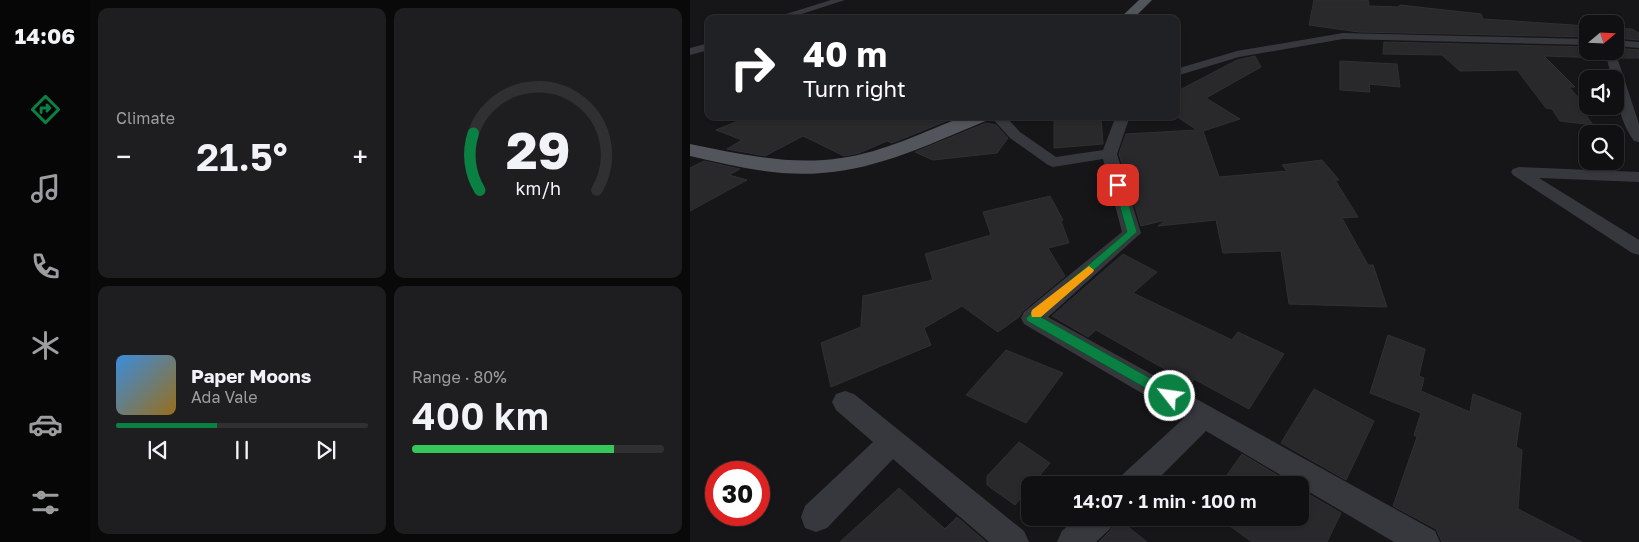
<!DOCTYPE html>
<meta charset="utf-8">
<style>
:root{--surface:#101012;--page:#1e1e20;--text:#f1f3f6;--muted:#9c9d9f;--line:#303032;--accent:#0b8043}
body{margin:0;font-family:"Golos Text",sans-serif;background:var(--page);color:var(--text);height:100vh;display:flex;flex-direction:column;font-size:19px;white-space:nowrap}
*{box-sizing:border-box;margin:0}
p{font-size:16px;color:var(--muted)}
.icon{flex:none;width:28px;height:28px;fill:none;stroke:currentColor;stroke-width:2;stroke-linecap:round;stroke-linejoin:round}
.map{position:relative;flex:1;overflow:hidden}
.details{display:flex;flex-direction:column;gap:8px;padding:8px;background:#09090a;width:600px}
.details>*{flex:none}
.guide{position:absolute;left:15px;top:15px;width:475px;height:105px;border-radius:10px;box-shadow:0 1px 4px #0004,0 0 0 1px var(--line);background:#202124;color:#fff;overflow:hidden}
.needle{width:32px;rotate:71deg}
.controls{position:absolute;left:889px;top:15px;display:grid;gap:10px}
.controls a{display:grid;place-items:center;width:45px;height:45px;border-radius:10px;background:var(--surface);box-shadow:0 1px 4px #0004,0 0 0 1px var(--line);font-size:25px}
.speed{position:absolute;left:15px;top:461px;display:flex;gap:10px;font-size:25px;font-weight:700;text-align:center}
.speed>*{display:grid;place-content:center;width:65px;height:65px;border-radius:50%;background:var(--surface);box-shadow:0 1px 4px #0004,0 0 0 1px var(--line);line-height:1}
.speed .limit{border:8px solid #d22;background:#fff;color:#111}
.pin{position:absolute;display:grid;place-items:center;width:42px;height:42px;color:#fff;margin:-21px;border-radius:10px;box-shadow:0 2px 8px #0006}
.me{position:absolute;width:55px;margin:-28px;rotate:300deg;stroke-linejoin:round;filter:drop-shadow(0 0 4px #0008)}
.turn{display:flex;align-items:center;gap:18px;height:105px;padding:0 15px;font-size:22px}
.turn .icon{width:65px;height:65px;stroke-width:2.5}
.turn b{display:block;font-size:35px;line-height:42px}
.big{font-size:38px;font-weight:600;line-height:1.1}
.details .tile{flex:1;display:flex;flex-direction:column;justify-content:center;gap:8px;min-width:0;padding:0 18px;border-radius:10px;background:var(--page)}
.details .dial{align-items:center;gap:0}
.dial svg{height:130px;overflow:visible;fill:none;stroke:var(--line);stroke-width:7;stroke-linecap:round;text-anchor:middle}
.dial text{fill:var(--text);stroke:none}
.song{display:flex;align-items:center;gap:15px}
.cover{width:60px;height:60px;border-radius:8px;background:linear-gradient(135deg,hsl(210 70% 55%),hsl(40 70% 35%))}
.played{height:5px;border-radius:2px;background:linear-gradient(90deg,var(--accent) 40%,var(--line) 40%)}
.keys{display:flex;justify-content:space-around;direction:ltr}
.heat{display:flex;justify-content:space-between;align-items:center;font-size:28px;direction:ltr}
.charge{height:8px;border-radius:4px;background:linear-gradient(90deg,#34c759 80%,var(--line) 0)}
.details .tiles{flex:1;display:grid;gap:8px;grid-template-columns:repeat(2,1fr)}
.trip{position:absolute;left:331px;top:476px;width:288px;height:50px;border-radius:10px;background:var(--surface);box-shadow:0 1px 4px #0004,0 0 0 1px var(--line);font-weight:600;line-height:50px;text-align:center}
main{display:flex;flex:1;min-height:0}
.tab-bar{display:flex;flex-direction:column;width:90px;justify-content:space-around;align-items:center;background:#060607;color:var(--muted)}
.tab-bar .icon{width:35px;height:35px}
.tab-bar .selected{color:var(--accent)}
.tab-bar b{font-size:22px;color:var(--text)}
.map>svg:first-child{display:block}
.building{fill:#29292c;stroke:#303034}
.lines{fill:none;stroke-linecap:round;stroke-linejoin:round}
.street{fill:#37383d;fill-rule:evenodd}
.primary{fill:#53555c;fill-rule:evenodd}
.route{fill:#0b8043;stroke:#07532c}
.slow{fill:#f59e0b}
</style>
<main>
<nav class="tab-bar">
<b>14:06</b>
<svg class="icon selected" aria-label="directions" viewBox="0 0 24 24"><path d="M12 3l9 9-9 9-9-9zM9 14v-3h6M13 9l2 2-2 2"/></svg>
<svg class="icon" aria-label="music" viewBox="0 0 24 24"><path d="M9 18V5l10-2v13"/><circle cx="6" cy="18" r="3"/><circle cx="16" cy="16" r="3"/></svg>
<svg class="icon" aria-label="phone" viewBox="0 0 24 24"><path d="M5 4h4l2 5-3 2q2 4 5 5l2-3 5 2v4C11 20 4 13 5 4z"/></svg>
<svg class="icon" aria-label="climate" viewBox="0 0 24 24"><path d="M12 3v18M4 7l16 10M4 17L20 7"/></svg>
<svg class="icon" aria-label="car" viewBox="0 0 24 24"><path d="M5 17H2v-5l4-1 3-4h7l3 4 3 1v5h-3M9 17h6M6 11h13"/><circle cx="7" cy="17" r="2"/><circle cx="17" cy="17" r="2"/></svg>
<svg class="icon" aria-label="filters" viewBox="0 0 24 24"><path d="M4 7h16M4 17h16"/><circle cx="9" cy="7" r="2"/><circle cx="15" cy="17" r="2"/></svg>
</nav>
<section class="details">
<div class="tiles">
<div class="tile"><p>Climate</p>
<div class="heat"><a>−</a><b class="big">21.5°</b><a>+</a></div>
</div>
<div class="tile dial"><svg viewBox="0 0 100 80">
<path d="M14 69A42 42 0 1 1 86 69"/>
<path d="M14 69A42 42 0 0 1 10 34" stroke="#0b8043"/>
<text x="50" y="56" font-size="32" font-weight="700">29</text>
<text x="50" y="72" font-size="11">km/h</text>
</svg></div>
<div class="tile">
<div class="song"><i class="cover"></i><div><b>Paper Moons</b><p>Ada Vale</p></div></div>
<div class="played"></div>
<div class="keys"><svg class="icon" aria-label="previous" viewBox="0 0 24 24"><path d="M18 5L8 12l10 7zM5 5v14"/></svg><svg class="icon" aria-label="pause" viewBox="0 0 24 24"><path d="M8 5v14M16 5v14"/></svg><svg class="icon" aria-label="next" viewBox="0 0 24 24"><path d="M6 5l10 7-10 7zM19 5v14"/></svg></div>
</div>
<div class="tile"><p>Range · 80%</p><b class="big">400 km</b><div class="charge"></div></div>
</div>
</section>
<div class="map">
<svg width="949" height="542" viewBox="0 0 949 542">
<rect width="100%" height="100%" fill="#161618"/>
<!-- building -->
<path class="building" d="M624 0H678L679 6 709 7 710 5 791 14 793 19 898 26V37L669 32 619 25Z
M925 28 942 29 949 33V40L925 38Z
M694 42 898 47V51H913L915 58 854 56 885 87H879L901 112 893 111 903 125 870 121 862 109 856 108 827 70 770 71 752 55 693 54Z
M925 48 949 50V58H929Z
M565 56 571 67 516 98 550 119 513 131 529 177 597 171 592 165 632 160 649 180H645L668 217 652 218 678 265H683L697 307 599 304 591 251 533 253 526 220 468 226 476 220 451 226 429 154 436 134 507 130 486 116V92L547 60Z
M650 61 707 64 710 87 679 84 680 92 650 90Z
M60 116H259L266 117 202 143 197 141 169 153 154 156 113 136 75 156 37 149 52 140 26 130Z
M364 116H411L413 144 364 148Z
M296 123 306 125 318 138 307 153 243 160 225 152Z
M14 161 50 169 39 175 57 180 0 211V168Z
M360 196 373 220 371 221 379 243 358 248 375 276 333 311 329 317 308 332 272 306 234 328 241 345 141 387 131 343 171 327 173 296 243 280 235 254 301 235 293 212Z
M433 254 467 272 443 293 542 340 548 332 594 354 559 409 504 379 501 384 406 330 398 337 362 316Z
M698 335 735 349 729 376 734 378 731 391 780 412 783 394 831 413 826 447 832 450 828 509 892 542H752L746 529 703 506 727 437 724 435 731 413 680 393Z
M316 350 373 373 336 423 276 395Z
M624 389 684 421 656 480 591 443Z
M329 442 360 463 325 505 297 485V476Z
M552 454 604 485H530Z
M209 488 255 529 267 517 296 542H150Z
M610 489 651 513 637 542H562L529 518H610Z
M426 518H427L457 542H409L421 530Z"/>
<g class="lines">
<!-- street -->
<path class="street" d="M141 0H155L96 19H80Z
M653 33 898 39V45L653 39 549 57 486 76V69L547 51Z
M925 40 949 42V48L925 46Z
M19 43V50L0 55V48Z
M915 51H925L949 124V142L944 141C932 125 925 99 925 79H922Z
M300 116H315L330 132 366 157 413 150 426 116H440L427 154 451 233 358 317 745 531 750 542H704L516 431 462 485H428L432 475 494 418 334 324 331 318 334 312 432 232 413 159 363 167 358 165 320 138Z
M829 167 949 172V182L849 178 949 240V255L942 253 823 175 821 172 823 169Z
M155 391 164 394 334 531 339 542H299L203 459 137 528 126 532 115 528 111 517 115 506 183 442 146 410 142 402 146 394Z
M387 518H424L420 529 406 542H367L372 531Z"/>
<!-- primary -->
<path class="primary" d="M449 0H462L443 19H429Z
M274 116H300L298 120C244 142 190 169 132 173 87 177 43 166 0 156V144C50 154 100 166 151 158 194 152 234 132 274 116Z"/>
</g>
<!-- route -->
<path class="route" d="M425 183 433 185 447 232 351 317 485 392 487 396 485 401 480 402 337 321 336 318 437 232 424 185Z"/>
<!-- slow -->
<path class="slow" d="M399 266 404 270 403 272 351 317H342L341 313 342 310Z"/>
</svg>
<div class="controls">
<a><svg class="needle" viewBox="-14 -14 28 28"><path d="M0-13l5 13h-10z" fill="#e53935"/><path d="M0 13l5-13h-10z" fill="#9c9d9f"/></svg></a>
<a><svg class="icon" aria-label="sound" viewBox="0 0 24 24"><path d="M4 9h4l5-4v14l-5-4H4zM17 9q2 3 0 6"/></svg></a>
<a><svg class="icon" aria-label="search" viewBox="0 0 24 24"><circle cx="10" cy="10" r="6"/><path d="M15 15l6 6"/></svg></a>
</div>
<div class="speed"><div class="limit">30</div></div>
<div class="pin" style="left:428px;top:185px;background:#d93025"><svg class="icon" aria-label="arrive" viewBox="0 0 24 24"><path d="M6 21V4h12l-3 4 3 4H6"/></svg></div>
<svg class="me" style="left:480px;top:396px" viewBox="-20 -20 40 40"><circle r="17" fill="#0b8043" stroke="#fff" stroke-width="3"/><path d="M0-11L8 9 0 5-8 9z" fill="#fff"/></svg>
<div class="trip">14:07 · 1 min · 100 m</div>
<div class="guide">
<div class="turn"><svg class="icon" aria-label="right" viewBox="0 0 24 24"><path d="M7 20v-9h11M14 6l5 5-5 5"/></svg><div><b>40 m</b>Turn right</div></div>
</div>
</div>
</main>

****

Prompt:
Scan the listing above, and wherever a line holds the string "overflow", copy that line.

Your solution:
.map{position:relative;flex:1;overflow:hidden}
.guide{position:absolute;left:15px;top:15px;width:475px;height:105px;border-radius:10px;box-shadow:0 1px 4px #0004,0 0 0 1px var(--line);background:#202124;color:#fff;overflow:hidden}
.dial svg{height:130px;overflow:visible;fill:none;stroke:var(--line);stroke-width:7;stroke-linecap:round;text-anchor:middle}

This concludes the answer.